The cron approach does have some drawbacks, mostly overhead and control, for other more sophisticated options see HowToRunBackgroundJobsInRails from the rails wiki.
I agree with the answer above but you have to include => :environment in your task or it will not load the Rails environment.
e.g.,
namespace :send do
namespace :trial do
namespace :expiry do
desc "Sends out emails to people who's accounts are about to expire"
task :warnings => :environment do
User.trial_about_to_expire.has_not_been_notified_of_trial_expiry.each do |user|
UserMailer.deliver_trial_expiring_warning(user)
user.notified_of_trial_expiry = true
user.save
end
end
end
end
end
I'd suggest creating custom rake tasks (lib/task/foo.rake). This give you easy access to most of the functionality of your rails app.
namespace :foo do
desc 'do something cool'
def something_cool
test = MyModel.new
test.name = 'test'
test.save
end
end
Then:
$ rake -T foo
rake foo:something_cool # do something cool
You can even run the tasks via a cronjob.
I wrote up a post about this a while back.
http://www.rawblock.com/2007/06/14/ruby-oracle-mac-os-x-pain-jruby-and-activerecord-jdbc-to-the-rescue/
You can open a connection in your scripts as such:
ActiveRecord::Base.establish_connection(
:adapter => "mysql",
:username => "root",
:host => "localhost",
:password => "******",
:database => "******"
)
I'm sure there is a more elegant way to do it, so that it grabs the info from your database.yml.
There are few steps to this and more details needed to really answer well.
You say your site retrieves data from other sources? How often? If it is semi-regularly you definitely want to look into background processing/messaging. If it is frequently you really want to avoid loading your rails environment every time your script runs since you will be paying too high a startup tax each time.
There are a multitude of options out there you will want to research. Reading about each of them, particularly reviews from people who post about why they made the choice they did, will give you a good feel for what questions you need to ask yourself before you make your choice. How big a job is loading the data? etc...
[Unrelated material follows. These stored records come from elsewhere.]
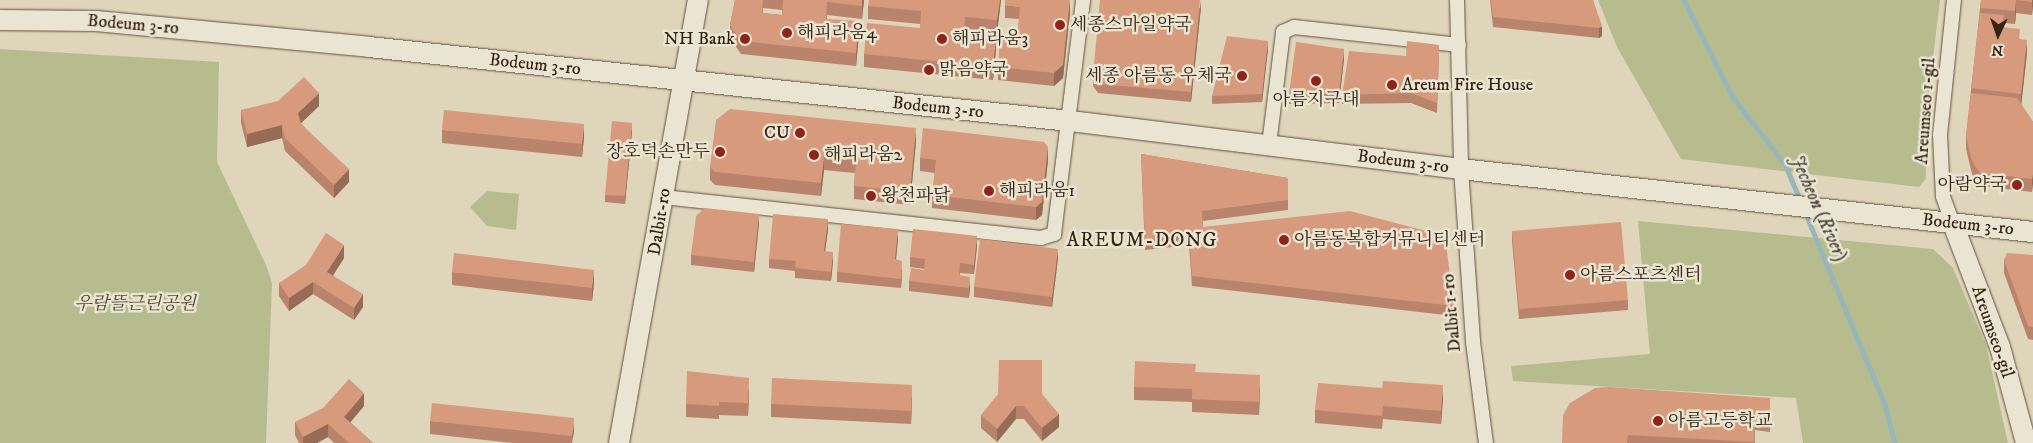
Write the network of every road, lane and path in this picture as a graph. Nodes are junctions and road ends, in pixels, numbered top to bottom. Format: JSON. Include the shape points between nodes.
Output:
{"nodes":[{"id":1,"x":698,"y":0,"type":"edge"},
{"id":2,"x":1082,"y":0,"type":"edge"},
{"id":3,"x":1457,"y":0,"type":"edge"},
{"id":4,"x":1954,"y":0,"type":"edge"},
{"id":5,"x":0,"y":20,"type":"edge"},
{"id":6,"x":1459,"y":45,"type":"junction"},
{"id":7,"x":684,"y":81,"type":"junction"},
{"id":8,"x":1070,"y":121,"type":"junction"},
{"id":9,"x":1269,"y":145,"type":"junction"},
{"id":10,"x":1460,"y":169,"type":"junction"},
{"id":11,"x":663,"y":197,"type":"junction"},
{"id":12,"x":1953,"y":224,"type":"junction"},
{"id":13,"x":2033,"y":232,"type":"edge"},
{"id":14,"x":2028,"y":442,"type":"edge"},
{"id":15,"x":619,"y":443,"type":"edge"},
{"id":16,"x":1486,"y":443,"type":"edge"}],
"edges":[{"from":1,"to":7,"type":"street","name":"Dalbit-ro"},
{"from":2,"to":8,"type":"street"},
{"from":3,"to":6,"type":"street","name":"Dalbit 1-ro"},
{"from":4,"to":12,"type":"street","name":"Areumseo 1-gil","via":[[1940,135],[1943,196]]},
{"from":5,"to":7,"type":"street","name":"Bodeum 3-ro","via":[[96,21]]},
{"from":6,"to":9,"type":"street","via":[[1294,27],[1283,32]]},
{"from":6,"to":10,"type":"street","name":"Dalbit 1-ro"},
{"from":7,"to":8,"type":"street","name":"Bodeum 3-ro"},
{"from":7,"to":11,"type":"street","name":"Dalbit-ro"},
{"from":8,"to":9,"type":"street","name":"Bodeum 3-ro"},
{"from":8,"to":11,"type":"street","via":[[1054,234],[1041,238]]},
{"from":9,"to":10,"type":"street","name":"Bodeum 3-ro"},
{"from":10,"to":12,"type":"street","name":"Bodeum 3-ro"},
{"from":10,"to":16,"type":"street","name":"Dalbit 1-ro","via":[[1472,342]]},
{"from":11,"to":15,"type":"street","name":"Dalbit-ro"},
{"from":12,"to":13,"type":"street","name":"Bodeum 3-ro"},
{"from":12,"to":14,"type":"street","name":"Areumseo-gil","via":[[2000,347]]}]}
Off the top of my head these are some of the things you may want to look into
Script/Runner & Cron
Background/RB
Starling
Workling
MemcacheQ
Beanstalk
Background Job (Bj)
delayed_job (Dj)
Daemon Generator
Check out my answer in "A cron job for rails: best practices?".
It contains two examples for using cron to run Rake tasks and class methods (via script/runner). In both cases, Rails is loaded and you can use your models.
Nice Joyent write up of using rake to run rails tasks from a cron job - http://wiki.joyent.com/accelerators:kb:rails:cron
Easiest way to run ruby tasks that interact with rails app/models is to make Rails generate Rake tasks for you!! :)
Here's an example
run rails g task my_namespace my_task
This will generate a file called lib/tasks/my_namespace.rake which looks like:
namespace :my_namespace do
desc "TODO: Describe your task here"
task :my_task1 => :environment do
#write any ruby code here and also work with your models
puts User.find(1).name
end
end
Run this task with rake my_namespace:my_task
Watch your ruby code task that interacts with rails modal run!